Please join us Tuesday, October 8th, in the seminar room at CESTA (Bldg. 160, Rm. 433A) from 12:00–1:00pm for the first lecture in our fall quarter CESTA Seminar Series. Ph.D. Candidate Rachel Midura will present: “Itinerated Europe: Early Modern Place & Space in Printed Itineraries, 1545-1747”
Abstract: This project brings together spatial and digital network analysis to explore a database of sixteenth through eighteenth-century printed itineraries. Before the advent of modern cartography, the itinerary was the height of geographic knowledge. Lists of cities and their relative distances opened European travel to a broad readership. By the mid-sixteenth century, private and public individuals carried such guides to navigate state networks of mounted couriers and staging posts. The itinerary database offers the ability to model a European “mental map,” preserving important directionality, hierarchization, and structural change over time. Using the case studies of Rome, Lyon, and London, I provide new periodization for changing European space in early modern print.

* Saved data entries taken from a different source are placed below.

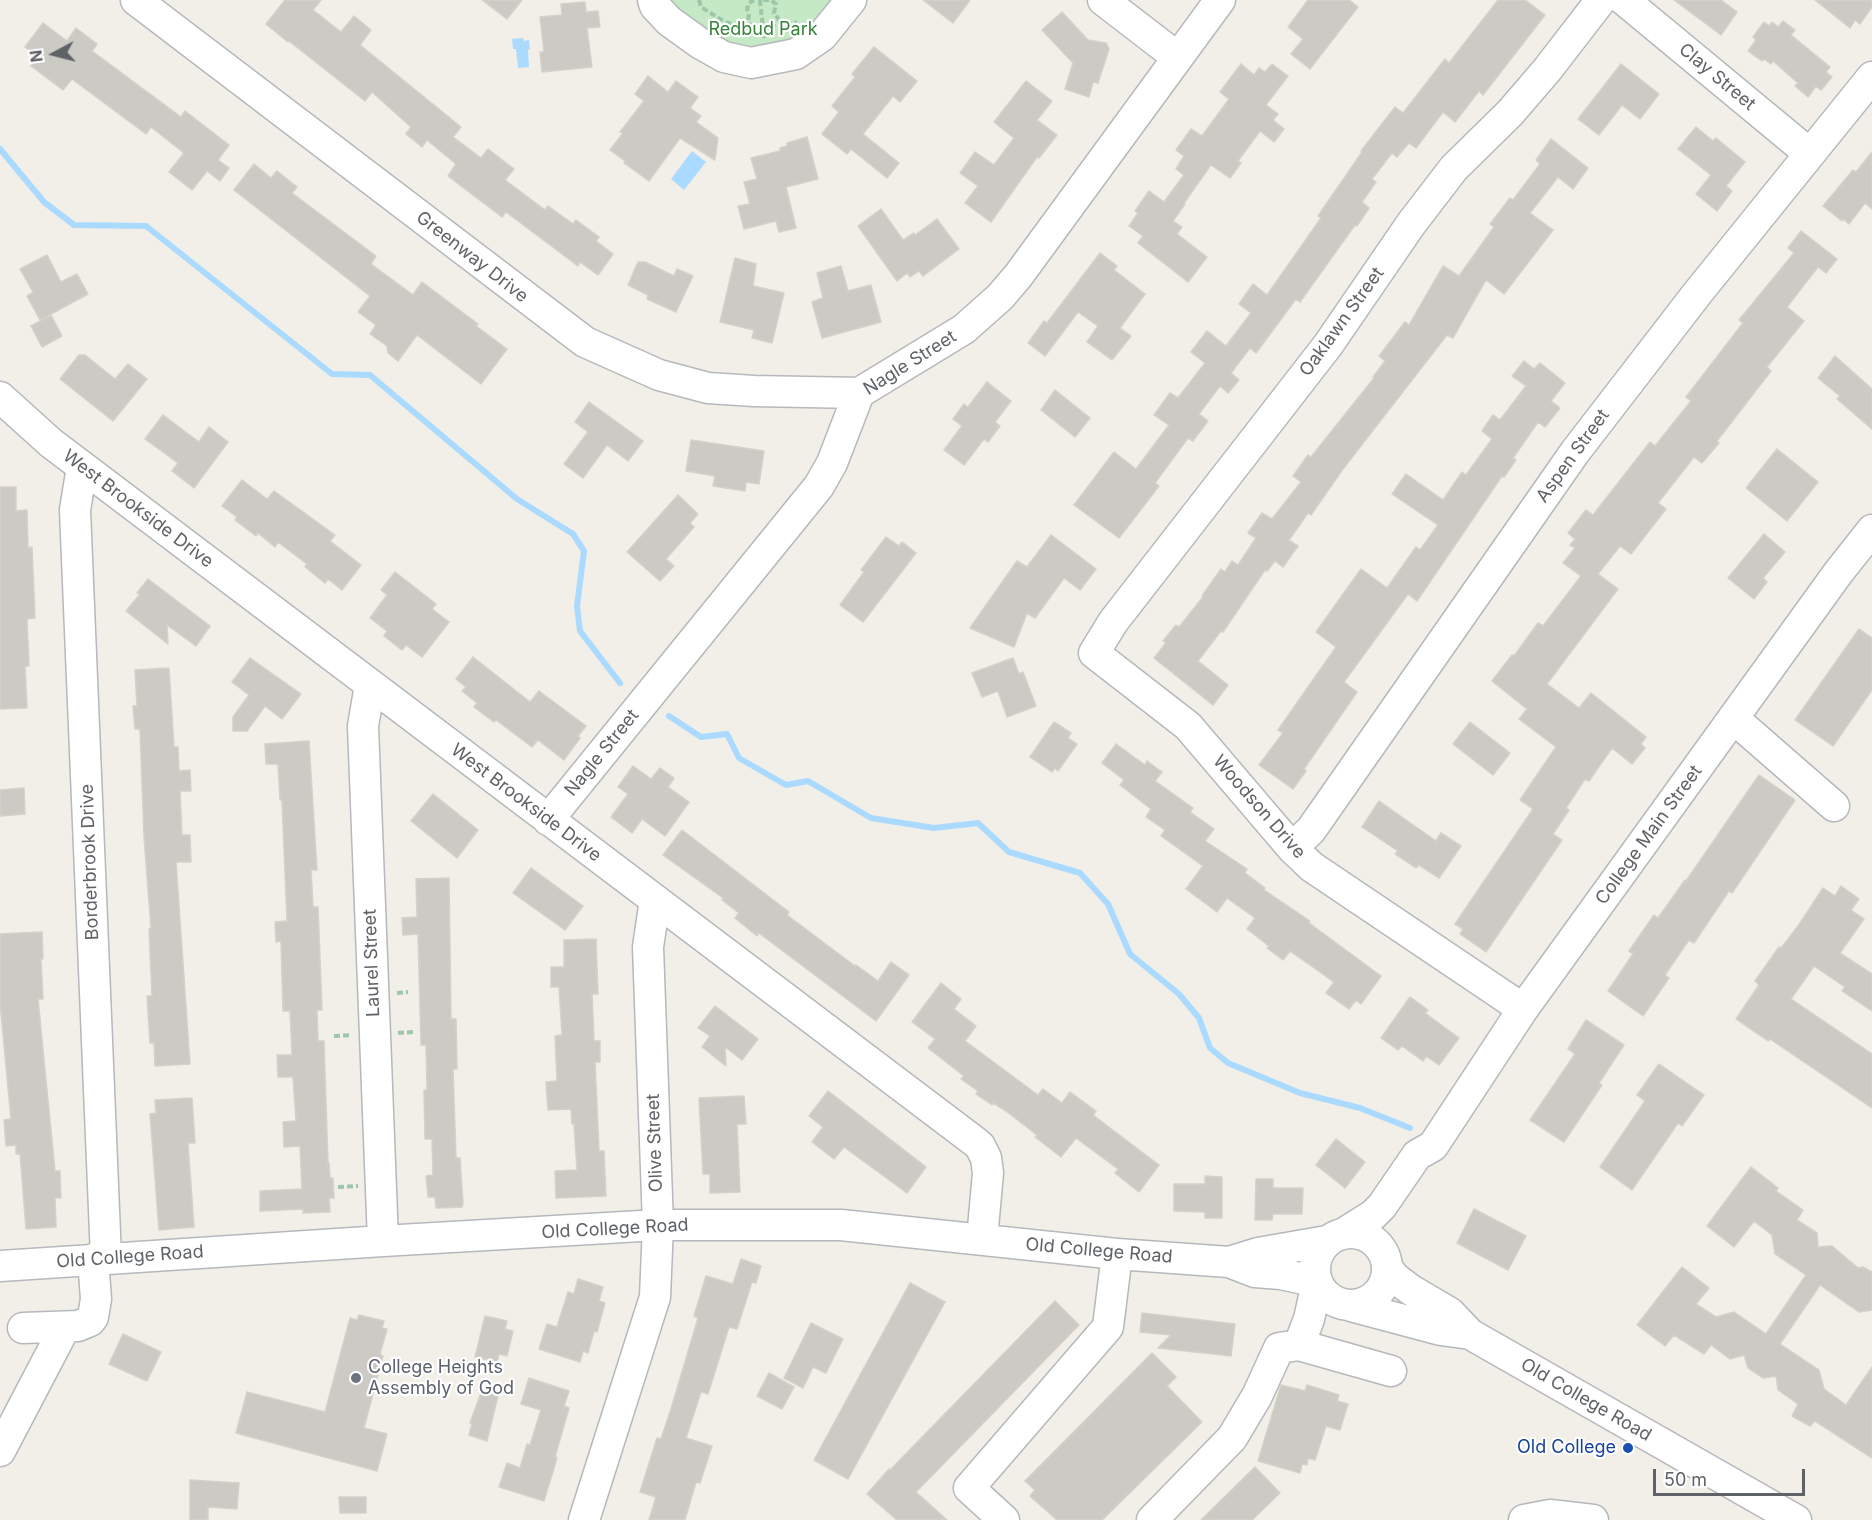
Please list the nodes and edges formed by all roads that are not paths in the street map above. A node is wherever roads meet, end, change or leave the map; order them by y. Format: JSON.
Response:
{"nodes":[{"id":1,"x":135,"y":0,"type":"edge"},
{"id":2,"x":653,"y":0,"type":"edge"},
{"id":3,"x":851,"y":0,"type":"edge"},
{"id":4,"x":1103,"y":0,"type":"edge"},
{"id":5,"x":1220,"y":0,"type":"edge"},
{"id":6,"x":1601,"y":0,"type":"edge"},
{"id":7,"x":1624,"y":0,"type":"edge"},
{"id":8,"x":1177,"y":57,"type":"junction"},
{"id":9,"x":1868,"y":91,"type":"edge"},
{"id":10,"x":1810,"y":154,"type":"junction"},
{"id":11,"x":859,"y":393,"type":"junction"},
{"id":12,"x":0,"y":397,"type":"edge"},
{"id":13,"x":82,"y":467,"type":"junction"},
{"id":14,"x":1872,"y":530,"type":"edge"},
{"id":15,"x":1094,"y":653,"type":"joint"},
{"id":16,"x":370,"y":685,"type":"junction"},
{"id":17,"x":1733,"y":718,"type":"junction"},
{"id":18,"x":1834,"y":806,"type":"dead end"},
{"id":19,"x":548,"y":820,"type":"junction"},
{"id":20,"x":1292,"y":848,"type":"junction"},
{"id":21,"x":655,"y":900,"type":"junction"},
{"id":22,"x":1523,"y":1009,"type":"junction"},
{"id":23,"x":1433,"y":1146,"type":"junction"},
{"id":24,"x":658,"y":1226,"type":"junction"},
{"id":25,"x":1337,"y":1237,"type":"junction"},
{"id":26,"x":982,"y":1239,"type":"junction"},
{"id":27,"x":383,"y":1241,"type":"junction"},
{"id":28,"x":1117,"y":1254,"type":"junction"},
{"id":29,"x":100,"y":1259,"type":"junction"},
{"id":30,"x":1228,"y":1262,"type":"junction"},
{"id":31,"x":1387,"y":1263,"type":"junction"},
{"id":32,"x":0,"y":1266,"type":"edge"},
{"id":33,"x":1317,"y":1283,"type":"junction"},
{"id":34,"x":1345,"y":1305,"type":"junction"},
{"id":35,"x":65,"y":1327,"type":"junction"},
{"id":36,"x":22,"y":1328,"type":"dead end"},
{"id":37,"x":1470,"y":1334,"type":"junction"},
{"id":38,"x":1307,"y":1347,"type":"junction"},
{"id":39,"x":1391,"y":1371,"type":"dead end"},
{"id":40,"x":0,"y":1451,"type":"edge"},
{"id":41,"x":584,"y":1520,"type":"edge"},
{"id":42,"x":1004,"y":1520,"type":"edge"},
{"id":43,"x":1152,"y":1520,"type":"edge"},
{"id":44,"x":1524,"y":1520,"type":"edge"},
{"id":45,"x":1593,"y":1520,"type":"edge"},
{"id":46,"x":1796,"y":1520,"type":"edge"}],
"edges":[{"from":1,"to":11,"type":"street","name":"Greenway Drive"},
{"from":2,"to":3,"type":"street"},
{"from":4,"to":8,"type":"street"},
{"from":5,"to":8,"type":"street","name":"Nagle Street"},
{"from":6,"to":15,"type":"street","name":"Oaklawn Street"},
{"from":7,"to":10,"type":"street","name":"Clay Street"},
{"from":8,"to":11,"type":"street","name":"Nagle Street"},
{"from":9,"to":10,"type":"street","name":"Aspen Street"},
{"from":10,"to":20,"type":"street","name":"Aspen Street"},
{"from":11,"to":19,"type":"street","name":"Nagle Street"},
{"from":12,"to":13,"type":"street","name":"West Brookside Drive"},
{"from":13,"to":16,"type":"street","name":"West Brookside Drive"},
{"from":13,"to":29,"type":"street","name":"Borderbrook Drive"},
{"from":14,"to":17,"type":"street","name":"College Main Street"},
{"from":15,"to":20,"type":"street","name":"Woodson Drive"},
{"from":16,"to":19,"type":"street","name":"West Brookside Drive"},
{"from":16,"to":27,"type":"street","name":"Laurel Street"},
{"from":17,"to":18,"type":"street"},
{"from":17,"to":22,"type":"street","name":"College Main Street"},
{"from":19,"to":21,"type":"street","name":"West Brookside Drive"},
{"from":20,"to":22,"type":"street","name":"Woodson Drive"},
{"from":21,"to":24,"type":"street","name":"Olive Street"},
{"from":21,"to":26,"type":"street","name":"West Brookside Drive"},
{"from":22,"to":23,"type":"street","name":"College Main Street"},
{"from":23,"to":25,"type":"street","name":"College Main Street"},
{"from":23,"to":31,"type":"street","name":"College Main Street"},
{"from":24,"to":26,"type":"street","name":"Old College Road"},
{"from":24,"to":27,"type":"street","name":"Old College Road"},
{"from":24,"to":41,"type":"street","name":"Olive Street"},
{"from":25,"to":30,"type":"street","name":"Old College Road"},
{"from":25,"to":31,"type":"street"},
{"from":25,"to":33,"type":"street"},
{"from":26,"to":28,"type":"street","name":"Old College Road"},
{"from":27,"to":29,"type":"street","name":"Old College Road"},
{"from":28,"to":30,"type":"street","name":"Old College Road"},
{"from":28,"to":42,"type":"street"},
{"from":29,"to":32,"type":"street","name":"Old College Road"},
{"from":29,"to":35,"type":"street","name":"Borderbrook Drive"},
{"from":30,"to":33,"type":"street","name":"Old College Road"},
{"from":31,"to":34,"type":"street"},
{"from":31,"to":37,"type":"street","name":"Old College Road"},
{"from":33,"to":34,"type":"street"},
{"from":33,"to":38,"type":"street"},
{"from":34,"to":37,"type":"street","name":"Old College Road"},
{"from":34,"to":38,"type":"street"},
{"from":35,"to":36,"type":"street"},
{"from":35,"to":40,"type":"street"},
{"from":37,"to":46,"type":"street","name":"Old College Road"},
{"from":38,"to":39,"type":"street"},
{"from":38,"to":43,"type":"street"},
{"from":44,"to":45,"type":"street"}]}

Bio: Rachel Midura is a sixth-year history Ph.D. Candidate and senior graduate fellow at the Center for Spatial and Textual Analysis at Stanford University. She is currently finishing her dissertation, “Masters of the Post: Northern Italy and the European Communications Network, 1530-1730” and an accompanying digital companion project, Early Modern Digital Itineraries (EmDigIt). In her research, she revisits traditional social, cultural and material historical approaches in order to incorporate twenty-first century understanding of media and social networks. Her work appears in the edited volumes Empires of Knowledge, Renaissance of Letters, and Print and Power. She is currently developing an article on EmDigIt for the Journal of Social History through the JSH/GMU Workshop for Articles on Digital History.